Data for this task Start Marker
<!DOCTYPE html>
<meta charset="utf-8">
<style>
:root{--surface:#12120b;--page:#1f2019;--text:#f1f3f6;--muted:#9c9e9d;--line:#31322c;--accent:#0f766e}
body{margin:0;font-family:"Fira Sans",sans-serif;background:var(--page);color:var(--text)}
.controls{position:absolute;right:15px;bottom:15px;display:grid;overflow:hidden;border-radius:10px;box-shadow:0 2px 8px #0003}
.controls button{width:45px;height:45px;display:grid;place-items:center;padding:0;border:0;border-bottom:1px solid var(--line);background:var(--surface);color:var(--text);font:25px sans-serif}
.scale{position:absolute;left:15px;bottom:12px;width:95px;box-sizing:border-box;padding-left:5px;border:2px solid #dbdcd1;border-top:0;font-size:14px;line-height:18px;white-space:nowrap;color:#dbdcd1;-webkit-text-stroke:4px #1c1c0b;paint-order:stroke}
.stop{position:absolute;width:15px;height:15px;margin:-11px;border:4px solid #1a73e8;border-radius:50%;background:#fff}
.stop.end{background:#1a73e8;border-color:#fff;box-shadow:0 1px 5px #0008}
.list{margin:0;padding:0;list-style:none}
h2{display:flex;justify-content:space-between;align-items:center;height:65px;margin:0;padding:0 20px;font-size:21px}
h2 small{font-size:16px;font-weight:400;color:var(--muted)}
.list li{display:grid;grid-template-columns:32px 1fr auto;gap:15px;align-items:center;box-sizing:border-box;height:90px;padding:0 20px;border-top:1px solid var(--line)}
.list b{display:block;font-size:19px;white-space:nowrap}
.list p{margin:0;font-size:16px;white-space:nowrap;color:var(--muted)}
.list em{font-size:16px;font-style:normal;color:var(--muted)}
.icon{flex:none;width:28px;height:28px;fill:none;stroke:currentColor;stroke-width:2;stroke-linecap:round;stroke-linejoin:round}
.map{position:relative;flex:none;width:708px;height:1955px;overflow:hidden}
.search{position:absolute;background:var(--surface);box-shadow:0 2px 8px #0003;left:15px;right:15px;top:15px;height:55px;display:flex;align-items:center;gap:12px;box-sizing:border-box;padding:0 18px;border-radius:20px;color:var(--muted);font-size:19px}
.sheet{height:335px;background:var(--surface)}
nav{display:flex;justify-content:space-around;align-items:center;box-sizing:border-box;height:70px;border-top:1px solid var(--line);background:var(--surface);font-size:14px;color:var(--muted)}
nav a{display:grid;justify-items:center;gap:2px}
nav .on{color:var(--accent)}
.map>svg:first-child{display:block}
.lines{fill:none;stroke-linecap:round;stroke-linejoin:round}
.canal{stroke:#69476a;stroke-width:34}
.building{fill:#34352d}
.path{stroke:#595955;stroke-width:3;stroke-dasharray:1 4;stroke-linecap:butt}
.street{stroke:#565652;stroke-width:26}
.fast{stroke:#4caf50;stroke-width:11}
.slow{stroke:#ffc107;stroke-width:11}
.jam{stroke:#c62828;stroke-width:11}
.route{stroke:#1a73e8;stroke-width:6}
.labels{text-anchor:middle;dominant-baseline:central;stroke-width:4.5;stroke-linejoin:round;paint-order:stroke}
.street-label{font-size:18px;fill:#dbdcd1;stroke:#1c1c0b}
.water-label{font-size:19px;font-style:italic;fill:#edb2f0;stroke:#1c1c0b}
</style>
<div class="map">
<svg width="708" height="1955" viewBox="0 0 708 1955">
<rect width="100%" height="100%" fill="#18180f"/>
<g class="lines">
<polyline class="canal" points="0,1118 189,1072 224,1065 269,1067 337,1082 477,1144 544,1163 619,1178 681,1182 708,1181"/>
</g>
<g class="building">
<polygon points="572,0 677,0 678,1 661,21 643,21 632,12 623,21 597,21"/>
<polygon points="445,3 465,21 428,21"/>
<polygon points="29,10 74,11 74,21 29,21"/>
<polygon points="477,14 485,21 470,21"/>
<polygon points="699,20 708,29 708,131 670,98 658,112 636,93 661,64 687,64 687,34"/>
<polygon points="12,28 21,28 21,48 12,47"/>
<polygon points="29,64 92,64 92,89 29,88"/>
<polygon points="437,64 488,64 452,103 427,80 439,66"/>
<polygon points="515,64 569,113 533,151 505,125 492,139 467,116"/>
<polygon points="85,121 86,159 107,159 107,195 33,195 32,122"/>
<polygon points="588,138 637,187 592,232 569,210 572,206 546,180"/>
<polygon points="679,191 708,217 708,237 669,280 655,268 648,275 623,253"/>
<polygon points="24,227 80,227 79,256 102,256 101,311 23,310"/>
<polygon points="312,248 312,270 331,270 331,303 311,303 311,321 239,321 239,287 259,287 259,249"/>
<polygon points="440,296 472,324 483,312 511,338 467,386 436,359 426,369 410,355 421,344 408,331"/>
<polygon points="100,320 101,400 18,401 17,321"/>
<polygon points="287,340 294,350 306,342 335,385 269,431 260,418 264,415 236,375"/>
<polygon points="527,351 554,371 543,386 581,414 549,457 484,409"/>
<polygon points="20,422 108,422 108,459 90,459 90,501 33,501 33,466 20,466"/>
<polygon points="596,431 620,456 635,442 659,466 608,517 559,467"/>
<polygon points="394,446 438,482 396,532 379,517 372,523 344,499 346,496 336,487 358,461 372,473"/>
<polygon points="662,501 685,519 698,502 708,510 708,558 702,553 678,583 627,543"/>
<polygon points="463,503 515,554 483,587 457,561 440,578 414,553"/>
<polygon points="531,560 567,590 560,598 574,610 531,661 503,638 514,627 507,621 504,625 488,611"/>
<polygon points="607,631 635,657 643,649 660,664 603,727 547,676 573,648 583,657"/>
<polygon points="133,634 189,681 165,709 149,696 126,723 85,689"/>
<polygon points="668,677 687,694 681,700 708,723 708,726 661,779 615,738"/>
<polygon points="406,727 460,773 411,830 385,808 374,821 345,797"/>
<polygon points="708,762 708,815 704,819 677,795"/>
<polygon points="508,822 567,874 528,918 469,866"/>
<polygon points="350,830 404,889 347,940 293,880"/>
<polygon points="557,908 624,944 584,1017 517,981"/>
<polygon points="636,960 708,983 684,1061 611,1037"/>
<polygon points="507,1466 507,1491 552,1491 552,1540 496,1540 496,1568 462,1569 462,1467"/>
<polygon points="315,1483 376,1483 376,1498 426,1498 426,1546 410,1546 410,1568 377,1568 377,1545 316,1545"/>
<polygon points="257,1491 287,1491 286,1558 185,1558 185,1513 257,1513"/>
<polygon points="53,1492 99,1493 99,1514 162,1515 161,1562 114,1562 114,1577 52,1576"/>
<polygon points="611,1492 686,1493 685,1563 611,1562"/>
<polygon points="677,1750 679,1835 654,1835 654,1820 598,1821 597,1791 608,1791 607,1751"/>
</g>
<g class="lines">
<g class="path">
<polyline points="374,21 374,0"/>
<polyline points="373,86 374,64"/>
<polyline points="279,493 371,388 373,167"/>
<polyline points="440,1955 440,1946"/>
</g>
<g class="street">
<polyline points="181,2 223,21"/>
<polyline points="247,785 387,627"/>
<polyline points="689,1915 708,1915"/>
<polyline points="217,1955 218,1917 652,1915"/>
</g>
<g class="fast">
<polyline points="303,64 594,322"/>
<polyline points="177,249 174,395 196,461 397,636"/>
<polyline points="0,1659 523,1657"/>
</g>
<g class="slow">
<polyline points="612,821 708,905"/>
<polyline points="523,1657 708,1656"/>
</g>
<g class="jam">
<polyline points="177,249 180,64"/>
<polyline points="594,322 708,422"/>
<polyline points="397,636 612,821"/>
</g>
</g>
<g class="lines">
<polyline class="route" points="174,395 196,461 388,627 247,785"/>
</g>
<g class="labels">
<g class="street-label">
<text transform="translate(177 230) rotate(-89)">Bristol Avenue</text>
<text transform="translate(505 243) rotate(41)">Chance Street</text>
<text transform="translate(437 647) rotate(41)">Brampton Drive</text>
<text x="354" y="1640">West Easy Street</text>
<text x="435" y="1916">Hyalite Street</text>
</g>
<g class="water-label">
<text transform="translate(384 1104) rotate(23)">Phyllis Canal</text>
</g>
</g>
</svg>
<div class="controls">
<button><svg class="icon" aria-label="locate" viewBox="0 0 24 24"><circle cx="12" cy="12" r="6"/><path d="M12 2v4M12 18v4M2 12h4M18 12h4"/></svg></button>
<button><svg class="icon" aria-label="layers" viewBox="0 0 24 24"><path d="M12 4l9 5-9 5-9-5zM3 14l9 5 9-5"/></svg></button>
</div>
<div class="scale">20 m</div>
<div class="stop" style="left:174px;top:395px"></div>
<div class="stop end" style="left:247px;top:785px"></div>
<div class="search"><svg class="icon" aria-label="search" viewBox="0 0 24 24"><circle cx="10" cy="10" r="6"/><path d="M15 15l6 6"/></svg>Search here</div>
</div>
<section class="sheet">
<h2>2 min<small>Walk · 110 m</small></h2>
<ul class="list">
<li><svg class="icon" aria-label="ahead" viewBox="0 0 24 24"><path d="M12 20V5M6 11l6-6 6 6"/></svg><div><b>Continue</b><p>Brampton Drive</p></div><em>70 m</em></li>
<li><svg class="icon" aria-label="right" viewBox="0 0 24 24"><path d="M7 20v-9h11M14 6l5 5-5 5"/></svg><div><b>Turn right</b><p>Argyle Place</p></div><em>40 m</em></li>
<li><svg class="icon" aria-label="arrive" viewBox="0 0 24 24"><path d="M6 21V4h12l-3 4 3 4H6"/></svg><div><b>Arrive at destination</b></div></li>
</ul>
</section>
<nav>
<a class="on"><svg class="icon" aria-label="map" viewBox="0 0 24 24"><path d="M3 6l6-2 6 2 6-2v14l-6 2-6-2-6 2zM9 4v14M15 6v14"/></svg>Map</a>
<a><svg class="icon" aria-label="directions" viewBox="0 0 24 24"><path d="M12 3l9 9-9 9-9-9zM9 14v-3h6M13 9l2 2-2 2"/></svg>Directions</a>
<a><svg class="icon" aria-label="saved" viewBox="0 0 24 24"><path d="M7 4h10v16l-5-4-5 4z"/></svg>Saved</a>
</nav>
Data for this task End Marker
Data for this task Start Marker
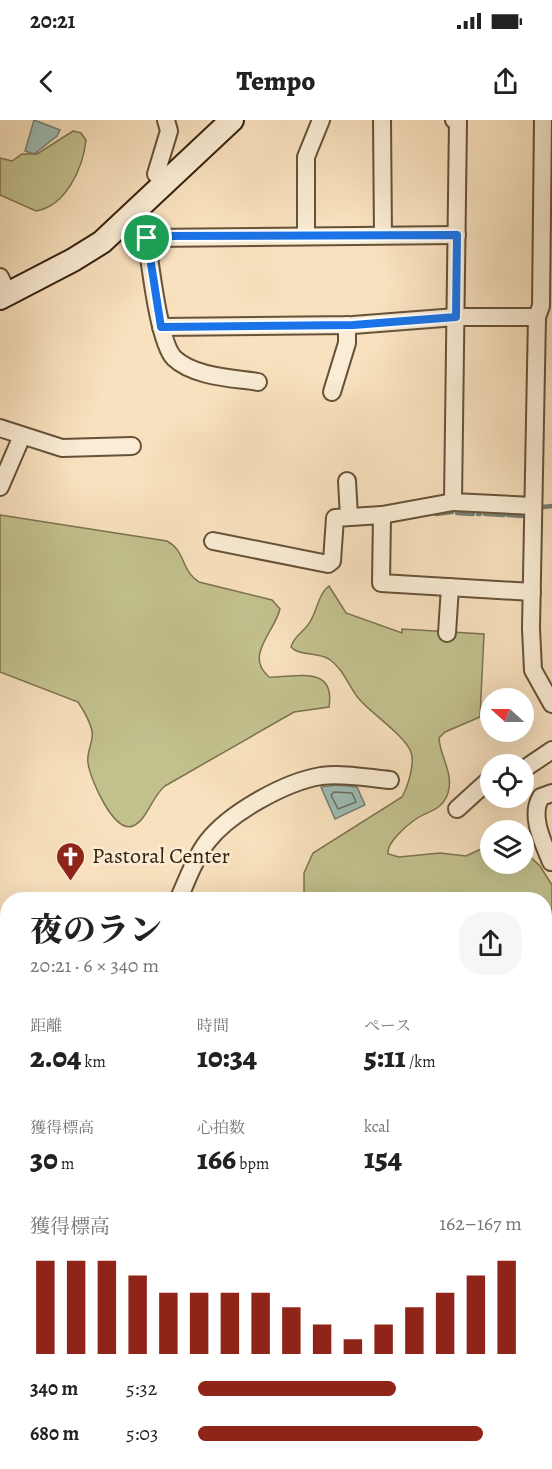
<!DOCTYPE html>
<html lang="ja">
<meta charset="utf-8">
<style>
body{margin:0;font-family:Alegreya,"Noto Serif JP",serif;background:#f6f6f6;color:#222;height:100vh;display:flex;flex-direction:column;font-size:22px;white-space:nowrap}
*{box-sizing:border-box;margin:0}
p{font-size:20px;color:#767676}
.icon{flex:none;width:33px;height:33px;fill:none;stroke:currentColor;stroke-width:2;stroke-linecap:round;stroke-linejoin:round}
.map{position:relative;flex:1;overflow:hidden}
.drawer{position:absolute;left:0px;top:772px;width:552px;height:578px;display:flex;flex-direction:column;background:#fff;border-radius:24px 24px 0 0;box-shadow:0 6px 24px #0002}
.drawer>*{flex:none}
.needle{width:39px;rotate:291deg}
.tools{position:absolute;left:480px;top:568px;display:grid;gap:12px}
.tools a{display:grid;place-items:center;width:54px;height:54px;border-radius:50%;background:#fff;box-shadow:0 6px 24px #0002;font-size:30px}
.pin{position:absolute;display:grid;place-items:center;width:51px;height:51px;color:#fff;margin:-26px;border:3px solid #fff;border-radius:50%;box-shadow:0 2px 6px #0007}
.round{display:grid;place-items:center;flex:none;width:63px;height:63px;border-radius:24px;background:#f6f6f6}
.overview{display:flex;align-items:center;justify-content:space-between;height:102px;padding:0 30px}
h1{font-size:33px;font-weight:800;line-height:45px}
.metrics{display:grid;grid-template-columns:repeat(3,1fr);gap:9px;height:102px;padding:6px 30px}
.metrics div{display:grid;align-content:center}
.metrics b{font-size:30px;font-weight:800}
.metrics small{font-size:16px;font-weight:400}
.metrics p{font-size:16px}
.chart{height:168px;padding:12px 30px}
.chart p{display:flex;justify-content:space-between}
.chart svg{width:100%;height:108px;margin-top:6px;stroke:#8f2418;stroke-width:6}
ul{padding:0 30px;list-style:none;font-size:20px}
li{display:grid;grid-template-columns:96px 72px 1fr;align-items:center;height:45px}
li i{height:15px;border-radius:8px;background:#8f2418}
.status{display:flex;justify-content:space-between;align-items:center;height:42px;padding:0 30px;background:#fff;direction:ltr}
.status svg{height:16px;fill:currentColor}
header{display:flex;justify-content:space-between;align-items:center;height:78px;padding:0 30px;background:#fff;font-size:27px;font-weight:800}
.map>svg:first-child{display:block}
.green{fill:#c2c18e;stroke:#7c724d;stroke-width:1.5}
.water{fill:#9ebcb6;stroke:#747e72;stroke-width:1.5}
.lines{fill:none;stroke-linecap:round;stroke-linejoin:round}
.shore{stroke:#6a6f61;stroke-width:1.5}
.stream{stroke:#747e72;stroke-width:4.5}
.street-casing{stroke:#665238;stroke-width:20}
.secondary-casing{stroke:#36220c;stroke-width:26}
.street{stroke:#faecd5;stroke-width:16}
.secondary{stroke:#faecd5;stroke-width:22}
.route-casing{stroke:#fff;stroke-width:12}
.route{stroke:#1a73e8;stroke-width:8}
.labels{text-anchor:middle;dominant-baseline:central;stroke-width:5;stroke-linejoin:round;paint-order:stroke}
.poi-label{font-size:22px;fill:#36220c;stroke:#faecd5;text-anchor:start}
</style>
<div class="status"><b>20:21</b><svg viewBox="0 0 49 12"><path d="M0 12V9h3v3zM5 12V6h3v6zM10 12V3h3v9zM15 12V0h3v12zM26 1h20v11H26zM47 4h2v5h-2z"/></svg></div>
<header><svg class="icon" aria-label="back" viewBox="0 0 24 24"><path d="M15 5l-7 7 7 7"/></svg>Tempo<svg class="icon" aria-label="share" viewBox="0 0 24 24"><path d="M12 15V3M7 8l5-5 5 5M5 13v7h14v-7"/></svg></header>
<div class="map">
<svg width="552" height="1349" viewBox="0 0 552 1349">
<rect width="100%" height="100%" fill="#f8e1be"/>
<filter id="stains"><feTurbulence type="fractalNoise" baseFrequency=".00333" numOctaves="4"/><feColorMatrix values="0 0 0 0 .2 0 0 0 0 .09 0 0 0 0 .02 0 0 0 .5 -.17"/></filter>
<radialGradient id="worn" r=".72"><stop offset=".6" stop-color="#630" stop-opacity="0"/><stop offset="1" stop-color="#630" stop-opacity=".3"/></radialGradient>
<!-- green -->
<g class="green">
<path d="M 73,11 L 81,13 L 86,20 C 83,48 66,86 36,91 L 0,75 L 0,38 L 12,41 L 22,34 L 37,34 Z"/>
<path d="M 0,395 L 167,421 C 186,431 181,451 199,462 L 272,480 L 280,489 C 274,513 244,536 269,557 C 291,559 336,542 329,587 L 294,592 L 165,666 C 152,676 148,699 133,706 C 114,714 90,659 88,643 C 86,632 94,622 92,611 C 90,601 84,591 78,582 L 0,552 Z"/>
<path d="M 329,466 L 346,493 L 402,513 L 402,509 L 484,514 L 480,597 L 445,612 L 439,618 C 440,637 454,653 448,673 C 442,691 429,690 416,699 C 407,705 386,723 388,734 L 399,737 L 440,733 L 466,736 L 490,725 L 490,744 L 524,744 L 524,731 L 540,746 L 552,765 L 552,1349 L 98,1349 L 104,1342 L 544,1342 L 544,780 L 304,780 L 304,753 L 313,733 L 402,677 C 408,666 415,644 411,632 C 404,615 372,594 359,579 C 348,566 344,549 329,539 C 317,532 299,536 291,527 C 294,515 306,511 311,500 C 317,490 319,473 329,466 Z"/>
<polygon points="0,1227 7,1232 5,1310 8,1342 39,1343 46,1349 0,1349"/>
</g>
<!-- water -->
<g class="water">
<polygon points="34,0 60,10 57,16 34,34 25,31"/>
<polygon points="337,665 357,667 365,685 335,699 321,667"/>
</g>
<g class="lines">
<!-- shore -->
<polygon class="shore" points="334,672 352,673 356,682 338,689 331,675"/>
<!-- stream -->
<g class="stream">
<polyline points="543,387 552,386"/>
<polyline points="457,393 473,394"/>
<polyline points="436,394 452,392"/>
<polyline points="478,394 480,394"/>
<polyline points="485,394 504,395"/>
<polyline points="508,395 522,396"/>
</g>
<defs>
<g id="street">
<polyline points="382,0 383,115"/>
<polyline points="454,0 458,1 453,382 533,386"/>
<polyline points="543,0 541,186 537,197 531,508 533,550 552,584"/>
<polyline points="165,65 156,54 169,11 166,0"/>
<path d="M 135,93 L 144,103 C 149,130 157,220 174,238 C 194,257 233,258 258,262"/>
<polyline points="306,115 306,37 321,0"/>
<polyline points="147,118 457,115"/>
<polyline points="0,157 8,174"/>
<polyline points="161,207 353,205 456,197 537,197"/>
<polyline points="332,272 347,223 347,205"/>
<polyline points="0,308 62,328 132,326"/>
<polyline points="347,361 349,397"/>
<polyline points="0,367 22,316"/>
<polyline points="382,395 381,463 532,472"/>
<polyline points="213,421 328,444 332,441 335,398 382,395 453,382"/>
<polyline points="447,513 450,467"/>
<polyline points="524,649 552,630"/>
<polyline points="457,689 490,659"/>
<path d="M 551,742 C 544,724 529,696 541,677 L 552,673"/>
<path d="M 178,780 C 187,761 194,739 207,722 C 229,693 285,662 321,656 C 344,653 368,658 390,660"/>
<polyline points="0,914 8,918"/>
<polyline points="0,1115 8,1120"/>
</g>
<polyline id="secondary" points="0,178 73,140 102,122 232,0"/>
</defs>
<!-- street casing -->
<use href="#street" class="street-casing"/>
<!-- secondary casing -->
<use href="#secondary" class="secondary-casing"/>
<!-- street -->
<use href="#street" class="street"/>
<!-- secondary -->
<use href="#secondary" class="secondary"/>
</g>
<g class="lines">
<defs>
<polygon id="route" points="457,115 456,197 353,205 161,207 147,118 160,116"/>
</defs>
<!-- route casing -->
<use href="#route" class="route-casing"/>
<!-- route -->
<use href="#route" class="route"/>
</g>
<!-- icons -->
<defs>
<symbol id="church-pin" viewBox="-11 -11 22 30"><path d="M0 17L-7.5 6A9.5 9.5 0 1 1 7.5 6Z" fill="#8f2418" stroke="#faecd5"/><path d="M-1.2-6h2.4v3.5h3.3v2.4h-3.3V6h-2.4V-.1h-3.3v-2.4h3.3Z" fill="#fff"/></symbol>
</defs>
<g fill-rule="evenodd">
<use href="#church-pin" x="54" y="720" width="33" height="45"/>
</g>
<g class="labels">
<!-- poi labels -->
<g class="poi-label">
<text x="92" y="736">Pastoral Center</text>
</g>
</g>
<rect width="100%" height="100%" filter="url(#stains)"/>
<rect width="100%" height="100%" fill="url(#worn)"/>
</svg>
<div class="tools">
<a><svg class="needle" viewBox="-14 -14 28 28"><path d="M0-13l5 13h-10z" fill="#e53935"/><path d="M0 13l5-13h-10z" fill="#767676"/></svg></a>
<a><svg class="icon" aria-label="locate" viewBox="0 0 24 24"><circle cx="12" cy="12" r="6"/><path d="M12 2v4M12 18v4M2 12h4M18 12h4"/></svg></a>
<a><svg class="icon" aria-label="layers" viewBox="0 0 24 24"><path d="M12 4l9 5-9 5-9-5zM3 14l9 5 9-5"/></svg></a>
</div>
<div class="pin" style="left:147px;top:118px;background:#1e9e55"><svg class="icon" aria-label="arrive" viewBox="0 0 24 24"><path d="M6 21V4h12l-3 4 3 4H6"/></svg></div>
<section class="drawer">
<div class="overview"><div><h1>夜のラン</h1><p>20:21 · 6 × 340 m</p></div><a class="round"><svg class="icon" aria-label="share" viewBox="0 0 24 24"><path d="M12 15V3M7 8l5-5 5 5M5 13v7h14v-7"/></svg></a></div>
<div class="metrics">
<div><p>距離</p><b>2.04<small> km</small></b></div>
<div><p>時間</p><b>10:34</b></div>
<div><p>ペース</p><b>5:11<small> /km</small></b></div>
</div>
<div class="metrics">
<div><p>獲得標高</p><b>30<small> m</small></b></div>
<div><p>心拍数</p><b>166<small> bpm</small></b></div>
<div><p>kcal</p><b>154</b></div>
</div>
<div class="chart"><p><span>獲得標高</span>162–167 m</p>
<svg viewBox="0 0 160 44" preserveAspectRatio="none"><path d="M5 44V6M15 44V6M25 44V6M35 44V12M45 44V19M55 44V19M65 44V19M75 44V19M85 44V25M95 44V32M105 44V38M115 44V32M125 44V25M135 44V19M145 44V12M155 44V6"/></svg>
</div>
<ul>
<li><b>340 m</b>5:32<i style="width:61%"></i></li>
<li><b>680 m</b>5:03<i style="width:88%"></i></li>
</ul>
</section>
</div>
Data for this task End Marker
__Exercise brief__.
Scan the records above for the string "share", and copy every line where it turns up.

__Solution to this task__.
<header><svg class="icon" aria-label="back" viewBox="0 0 24 24"><path d="M15 5l-7 7 7 7"/></svg>Tempo<svg class="icon" aria-label="share" viewBox="0 0 24 24"><path d="M12 15V3M7 8l5-5 5 5M5 13v7h14v-7"/></svg></header>
<div class="overview"><div><h1>夜のラン</h1><p>20:21 · 6 × 340 m</p></div><a class="round"><svg class="icon" aria-label="share" viewBox="0 0 24 24"><path d="M12 15V3M7 8l5-5 5 5M5 13v7h14v-7"/></svg></a></div>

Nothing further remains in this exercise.